● **THE INPUT**

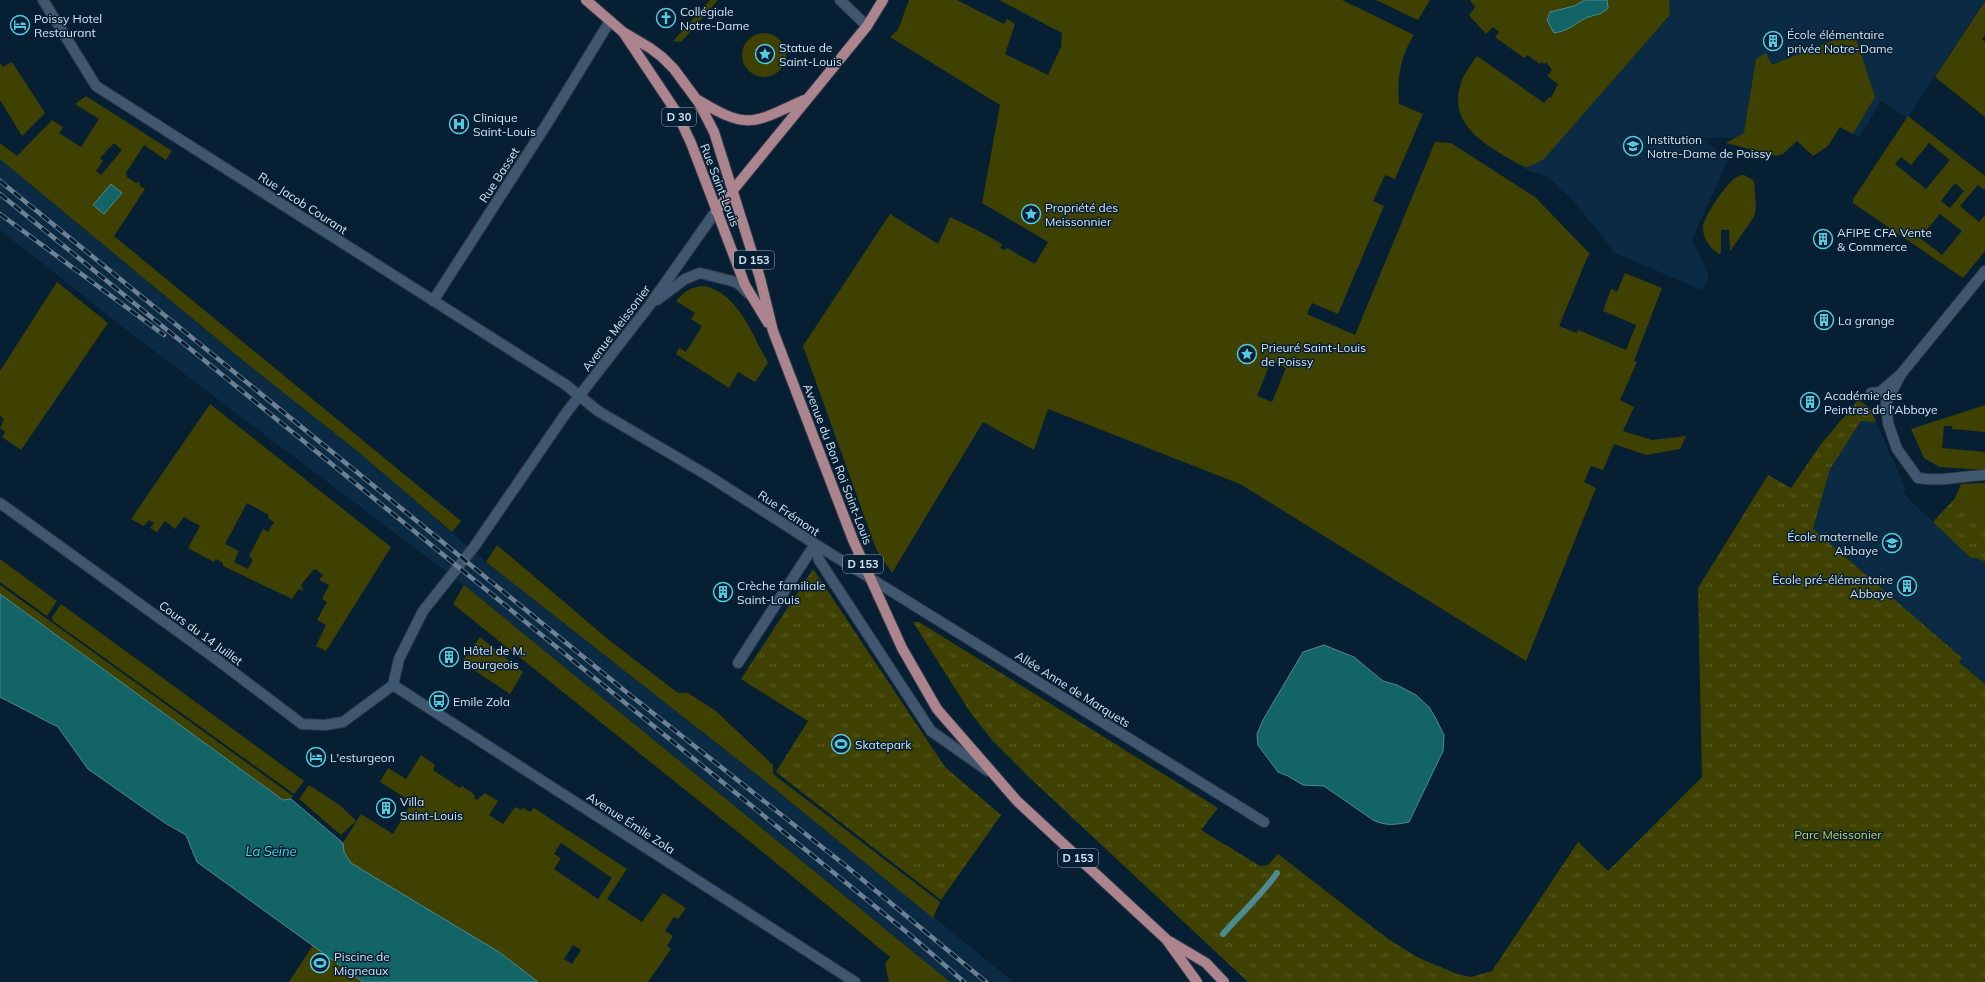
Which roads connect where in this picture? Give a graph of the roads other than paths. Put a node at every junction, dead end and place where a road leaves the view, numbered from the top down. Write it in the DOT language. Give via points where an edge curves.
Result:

...

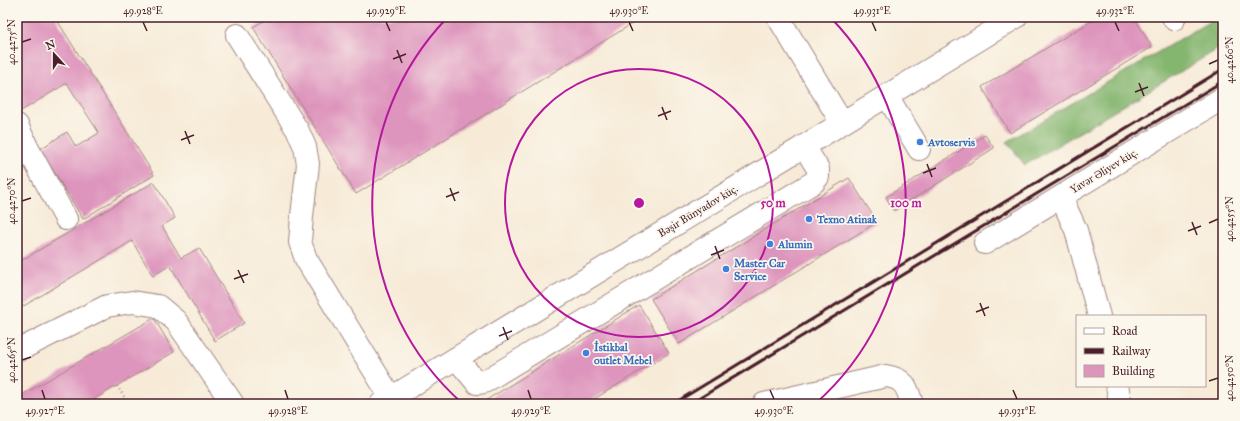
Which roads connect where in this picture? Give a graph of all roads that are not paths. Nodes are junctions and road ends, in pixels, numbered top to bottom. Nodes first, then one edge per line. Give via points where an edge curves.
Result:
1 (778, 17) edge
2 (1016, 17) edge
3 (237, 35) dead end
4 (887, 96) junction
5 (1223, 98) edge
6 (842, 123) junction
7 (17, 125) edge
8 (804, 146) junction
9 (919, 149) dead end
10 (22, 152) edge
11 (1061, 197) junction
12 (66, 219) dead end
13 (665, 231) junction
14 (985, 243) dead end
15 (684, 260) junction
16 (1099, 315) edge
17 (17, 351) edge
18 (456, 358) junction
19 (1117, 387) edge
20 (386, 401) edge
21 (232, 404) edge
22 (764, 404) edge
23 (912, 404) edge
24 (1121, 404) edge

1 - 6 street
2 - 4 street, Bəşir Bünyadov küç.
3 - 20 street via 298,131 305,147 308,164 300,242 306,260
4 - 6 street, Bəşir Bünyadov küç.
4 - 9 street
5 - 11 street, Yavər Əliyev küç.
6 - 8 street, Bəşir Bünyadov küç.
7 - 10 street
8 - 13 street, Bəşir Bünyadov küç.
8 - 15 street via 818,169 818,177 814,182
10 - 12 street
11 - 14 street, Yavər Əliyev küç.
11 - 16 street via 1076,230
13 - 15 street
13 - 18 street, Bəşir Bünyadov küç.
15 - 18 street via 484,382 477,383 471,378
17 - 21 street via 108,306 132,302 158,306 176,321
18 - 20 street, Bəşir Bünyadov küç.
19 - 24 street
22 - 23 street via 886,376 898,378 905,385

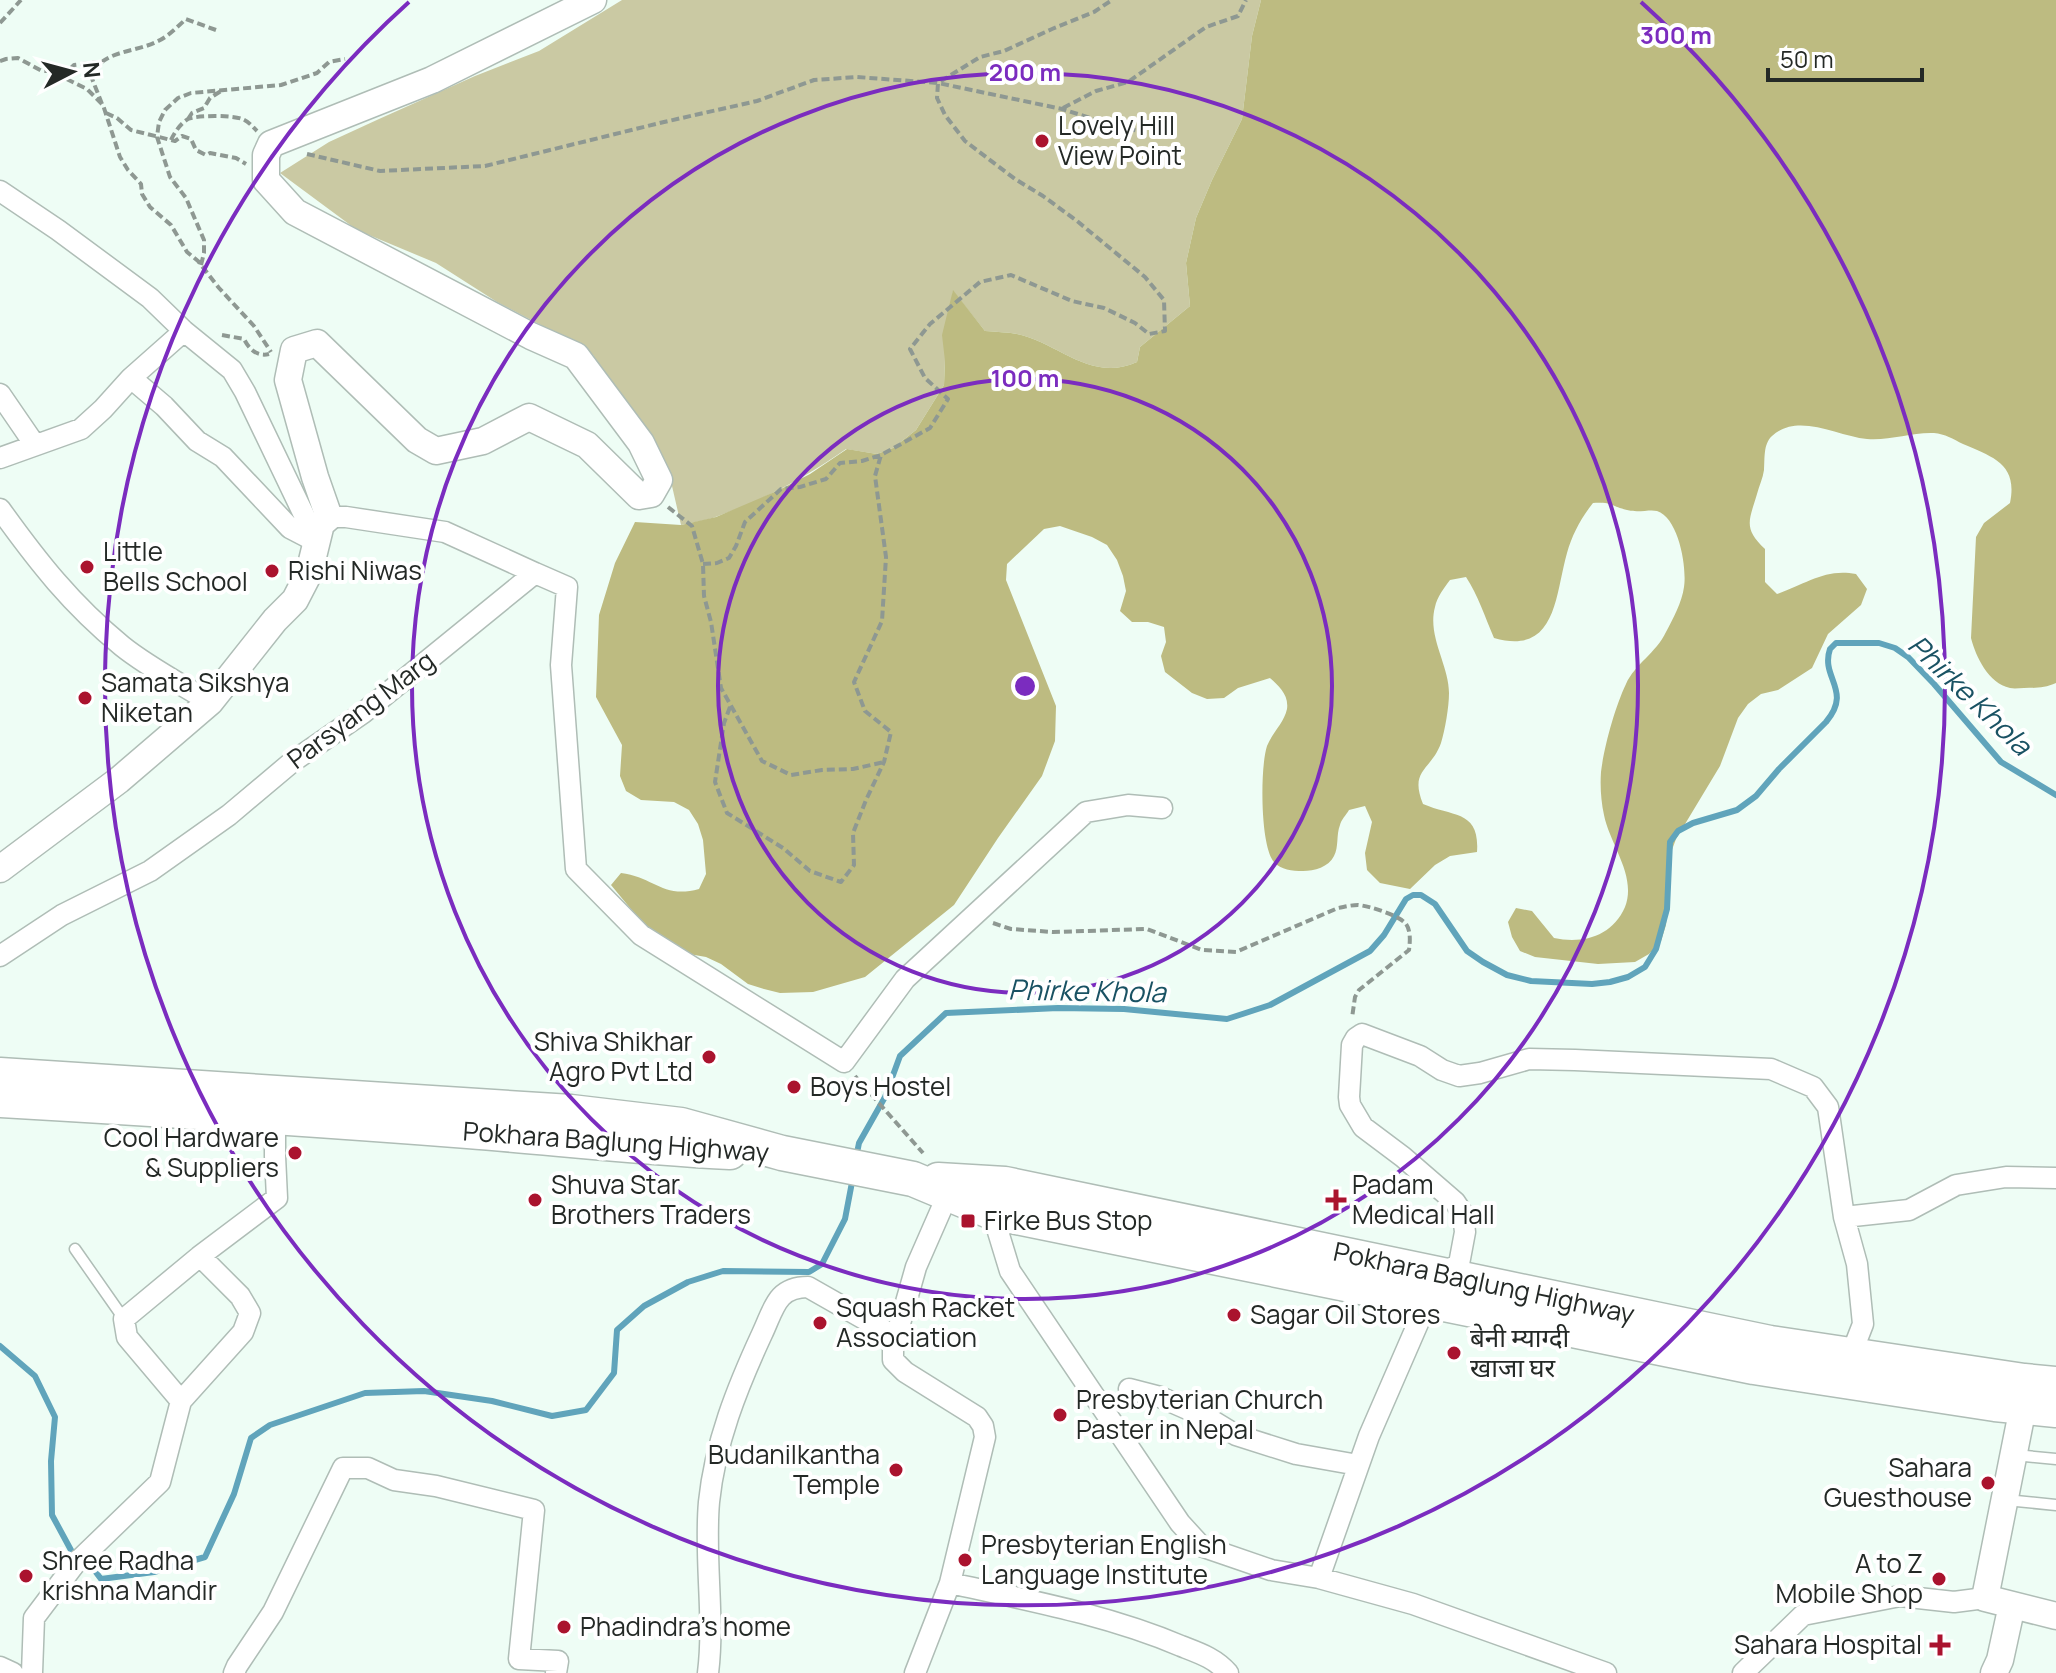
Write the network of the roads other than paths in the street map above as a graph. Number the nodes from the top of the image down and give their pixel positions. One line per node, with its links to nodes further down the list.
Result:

--

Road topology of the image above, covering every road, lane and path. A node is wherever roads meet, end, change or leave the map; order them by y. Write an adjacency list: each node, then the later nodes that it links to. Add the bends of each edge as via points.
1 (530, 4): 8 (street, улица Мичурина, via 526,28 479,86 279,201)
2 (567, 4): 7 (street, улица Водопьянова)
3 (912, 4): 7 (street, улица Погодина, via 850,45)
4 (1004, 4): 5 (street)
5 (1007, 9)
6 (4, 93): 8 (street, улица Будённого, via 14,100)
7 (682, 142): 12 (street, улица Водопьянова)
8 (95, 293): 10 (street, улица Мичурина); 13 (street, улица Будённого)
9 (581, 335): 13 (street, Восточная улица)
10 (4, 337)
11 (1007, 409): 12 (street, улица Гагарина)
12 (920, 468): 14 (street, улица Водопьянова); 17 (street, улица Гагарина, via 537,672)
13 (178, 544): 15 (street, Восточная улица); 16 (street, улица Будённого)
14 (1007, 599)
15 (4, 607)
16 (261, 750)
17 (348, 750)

● **EXERCISE DETAILS**
The lines above that include "curves" should each be listed.

● **RESPONSE TO THIS TASK**
Which roads connect where in this picture? Give a graph of the roads other than paths. Put a node at every junction, dead end and place where a road leaves the view, numbered from the top down. Write it in the DOT language. Give via points where an edge curves.
Which roads connect where in this picture? Give a graph of all roads that are not paths. Nodes are junctions and road ends, in pixels, numbered top to bottom. Nodes first, then one edge per line. Give via points where an edge curves.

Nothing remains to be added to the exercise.